* Provided data *
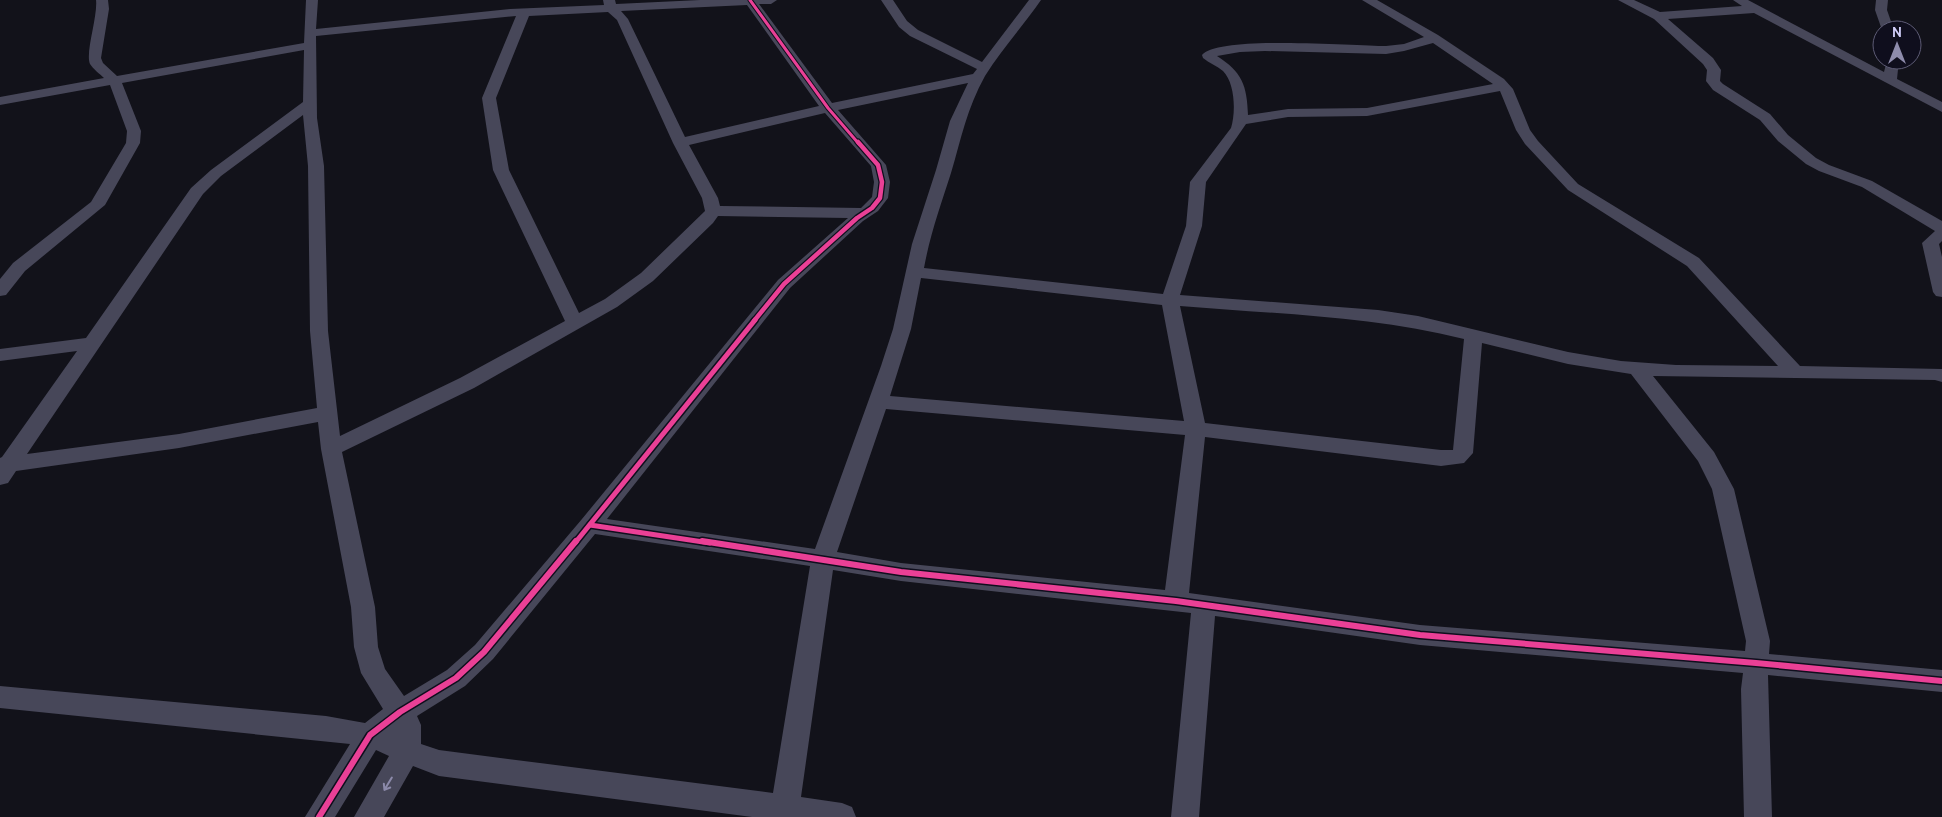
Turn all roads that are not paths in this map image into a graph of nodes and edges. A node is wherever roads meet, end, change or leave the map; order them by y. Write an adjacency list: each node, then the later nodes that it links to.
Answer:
1 (102, 0): 21 (street)
2 (312, 0): 17 (street)
3 (771, 0): 10 (street)
4 (887, 0): 19 (street)
5 (1034, 0): 19 (street)
6 (1368, 0): 16 (street)
7 (1624, 0): 14 (street)
8 (1739, 0): 12 (street)
9 (1882, 0): 15 (street)
10 (750, 1): 11 (street); 25 (street)
11 (610, 4): 13 (street); 28 (street)
12 (1755, 8): 14 (street); 20 (street)
13 (524, 12): 17 (street); 39 (street)
14 (1658, 16): 31 (street)
15 (1884, 20)
16 (1434, 38): 22 (street); 27 (street)
17 (311, 39): 21 (street); 24 (street)
18 (1891, 70): 20 (street)
19 (981, 73): 25 (street); 35 (street)
20 (1890, 79): 26 (street)
21 (115, 81): 23 (street); 33 (street)
22 (1503, 86): 27 (street); 45 (street)
23 (0, 101)
24 (310, 103): 41 (street); 47 (street)
25 (828, 108): 28 (street); 30 (street)
26 (1942, 108)
27 (1242, 120): 38 (street)
28 (680, 143): 29 (street)
29 (713, 212): 30 (street); 39 (street)
30 (864, 213): 51 (street)
31 (1942, 228)
32 (1942, 233): 37 (street)
33 (19, 268): 34 (street); 36 (street)
34 (0, 270)
35 (914, 272): 38 (street); 46 (street)
36 (0, 291)
37 (1942, 292)
38 (1170, 300): 40 (street); 48 (street)
39 (575, 324): 49 (street)
40 (1474, 334): 43 (street); 48 (street)
41 (93, 343): 42 (street); 50 (street)
42 (0, 355)
43 (1637, 368): 45 (street); 55 (street)
44 (1941, 372): 45 (street)
45 (1794, 373)
46 (878, 402): 48 (street); 52 (street)
47 (327, 413): 49 (street); 50 (street)
48 (1196, 429): 53 (street)
49 (331, 449): 58 (street)
50 (3, 469)
51 (590, 525): 52 (street); 58 (street)
52 (823, 559): 53 (street); 61 (street)
53 (1176, 600): 54 (street)
54 (1204, 605): 55 (street); 65 (street)
55 (1756, 663): 56 (street); 66 (street)
56 (1942, 681)
57 (0, 697): 59 (street)
58 (400, 712): 59 (street); 60 (street)
59 (370, 735): 60 (street); 62 (street)
60 (408, 751): 61 (street); 63 (street, one-way to 63)
61 (785, 808): 64 (street)
62 (319, 817)
63 (368, 817)
64 (842, 817)
65 (1185, 817)
66 (1758, 817)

* Activity *
Letter for letter, reproduce every record above and skip the pictures.

* Result of the task *
Turn all roads that are not paths in this map image into a graph of nodes and edges. A node is wherever roads meet, end, change or leave the map; order them by y. Write an adjacency list: each node, then the later nodes that it links to.
Answer:
1 (102, 0): 21 (street)
2 (312, 0): 17 (street)
3 (771, 0): 10 (street)
4 (887, 0): 19 (street)
5 (1034, 0): 19 (street)
6 (1368, 0): 16 (street)
7 (1624, 0): 14 (street)
8 (1739, 0): 12 (street)
9 (1882, 0): 15 (street)
10 (750, 1): 11 (street); 25 (street)
11 (610, 4): 13 (street); 28 (street)
12 (1755, 8): 14 (street); 20 (street)
13 (524, 12): 17 (street); 39 (street)
14 (1658, 16): 31 (street)
15 (1884, 20)
16 (1434, 38): 22 (street); 27 (street)
17 (311, 39): 21 (street); 24 (street)
18 (1891, 70): 20 (street)
19 (981, 73): 25 (street); 35 (street)
20 (1890, 79): 26 (street)
21 (115, 81): 23 (street); 33 (street)
22 (1503, 86): 27 (street); 45 (street)
23 (0, 101)
24 (310, 103): 41 (street); 47 (street)
25 (828, 108): 28 (street); 30 (street)
26 (1942, 108)
27 (1242, 120): 38 (street)
28 (680, 143): 29 (street)
29 (713, 212): 30 (street); 39 (street)
30 (864, 213): 51 (street)
31 (1942, 228)
32 (1942, 233): 37 (street)
33 (19, 268): 34 (street); 36 (street)
34 (0, 270)
35 (914, 272): 38 (street); 46 (street)
36 (0, 291)
37 (1942, 292)
38 (1170, 300): 40 (street); 48 (street)
39 (575, 324): 49 (street)
40 (1474, 334): 43 (street); 48 (street)
41 (93, 343): 42 (street); 50 (street)
42 (0, 355)
43 (1637, 368): 45 (street); 55 (street)
44 (1941, 372): 45 (street)
45 (1794, 373)
46 (878, 402): 48 (street); 52 (street)
47 (327, 413): 49 (street); 50 (street)
48 (1196, 429): 53 (street)
49 (331, 449): 58 (street)
50 (3, 469)
51 (590, 525): 52 (street); 58 (street)
52 (823, 559): 53 (street); 61 (street)
53 (1176, 600): 54 (street)
54 (1204, 605): 55 (street); 65 (street)
55 (1756, 663): 56 (street); 66 (street)
56 (1942, 681)
57 (0, 697): 59 (street)
58 (400, 712): 59 (street); 60 (street)
59 (370, 735): 60 (street); 62 (street)
60 (408, 751): 61 (street); 63 (street, one-way to 63)
61 (785, 808): 64 (street)
62 (319, 817)
63 (368, 817)
64 (842, 817)
65 (1185, 817)
66 (1758, 817)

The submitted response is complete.